Boston.com did an article about this new trend. A few examples listed in the article: Brassica Kitchen + Café in Jamaica Plain is charging a 3% fee for all takeout orders in addition to the 3% administrative fee that it charges for in-restaurant dining; Five Horses Tavern, Worden Hall, and Elm Street Taproom have introduced a 3% PPE fee; Shy Bird in Cambridge and Branch Line in Watertown have introduced a 5% “Safe & Sustainable” fee; and Top Dog in Rockport has implemented a 75 cent fee per order.
Several restauranteurs were interviewed in the article and explained the reasoning behind their new fees. “Diners really want to know where their money is going, and we wanted to make it really clear,” said Rebecca Kean of Brassica Kitchen + Café. Laurie Russell of Top Dog said that if she were a customer, she’d much prefer a fee to a price increase. “I’d be so upset,” she said. “I really just didn’t want to raise prices.”
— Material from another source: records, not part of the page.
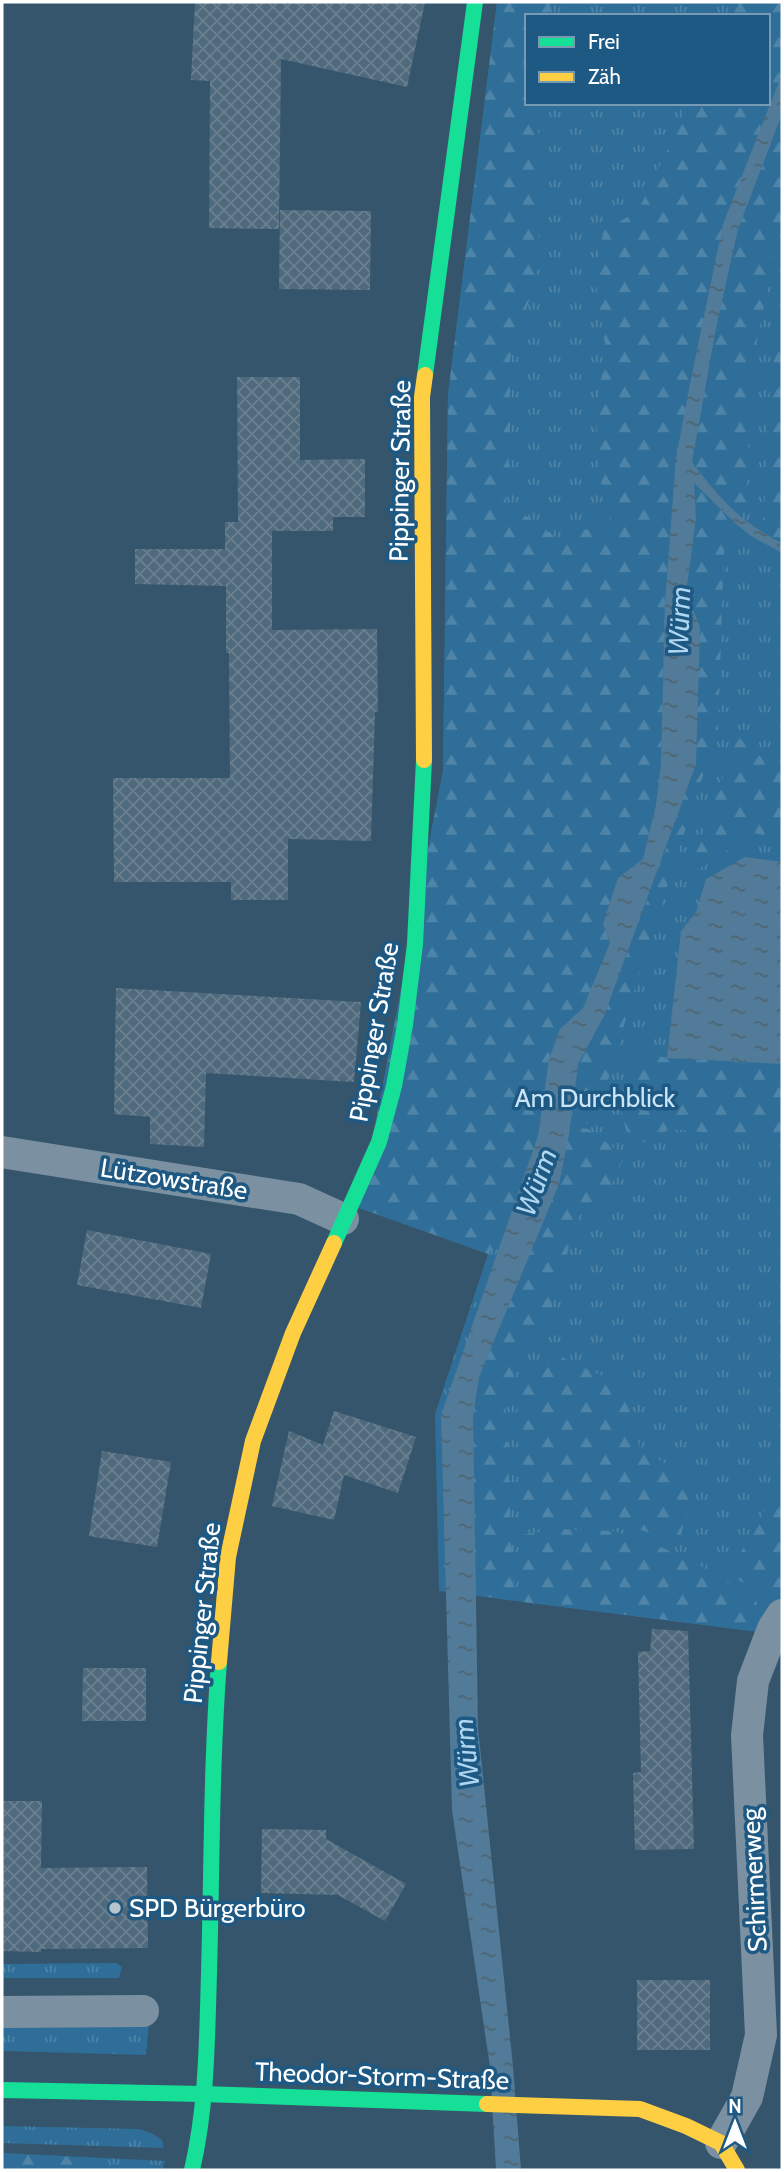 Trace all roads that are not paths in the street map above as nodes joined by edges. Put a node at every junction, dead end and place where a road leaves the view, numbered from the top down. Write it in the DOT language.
graph roads {
  1 [pos="475,2"];
  2 [pos="2,1153"];
  3 [pos="343,1219"];
  4 [pos="782,1615"];
  5 [pos="143,2011"];
  6 [pos="2,2012"];
  7 [pos="2,2090"];
  8 [pos="203,2094"];
  9 [pos="721,2143"];
  10 [pos="192,2170"];
  11 [pos="737,2170"];
  1 -- 3 [label="main road, Pippinger Straße"];
  2 -- 3 [label="street, Lützowstraße"];
  3 -- 8 [label="main road, Pippinger Straße"];
  4 -- 9 [label="street, Schirmerweg"];
  5 -- 6 [label="street"];
  7 -- 8 [label="main road, Theodor-Storm-Straße"];
  8 -- 9 [label="main road, Theodor-Storm-Straße"];
  8 -- 10 [label="main road, Pippinger Straße"];
  9 -- 11 [label="main road"];
}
I disagree with these sentiments. As a customer, I would much rather see higher prices than a mandatory added fee. In my opinion, PPE fees and safe and sustainable fees are an example of lack of price transparency. Quite frankly, when I purchase a product, I’m not as concerned with seeing where my money is going as I am with simply knowing how much the product is going to cost me. Thanks to tips and taxes which are not included in the prices listed on the menu, the restaurant industry is already lacking in price transparency. The last thing I would want to see when I go to a restaurant (aside from mandatory contact tracing forms, but that’s a whole different issue) is the need to do more math to determine how much I actually have to pay. The price listed on the menu should be the actual price. If a restaurant needs to increase that price from what it was before, I would completely understand, and so would the vast majority of customers. Restaurants are struggling mightily during this pandemic, so I’m hesitant to criticize any of their efforts to make ends meet. But additional fees are not a good solution. Raising prices would be just as effective in covering a business’s added costs and would be more straightforward for customers. Just as shipping and handling charges should be incorporated into the price of an item instead of added on afterward, restaurants should simply set their prices at a level that allows them to stay in business. If something is not optional, it should not be a separate item on the bill.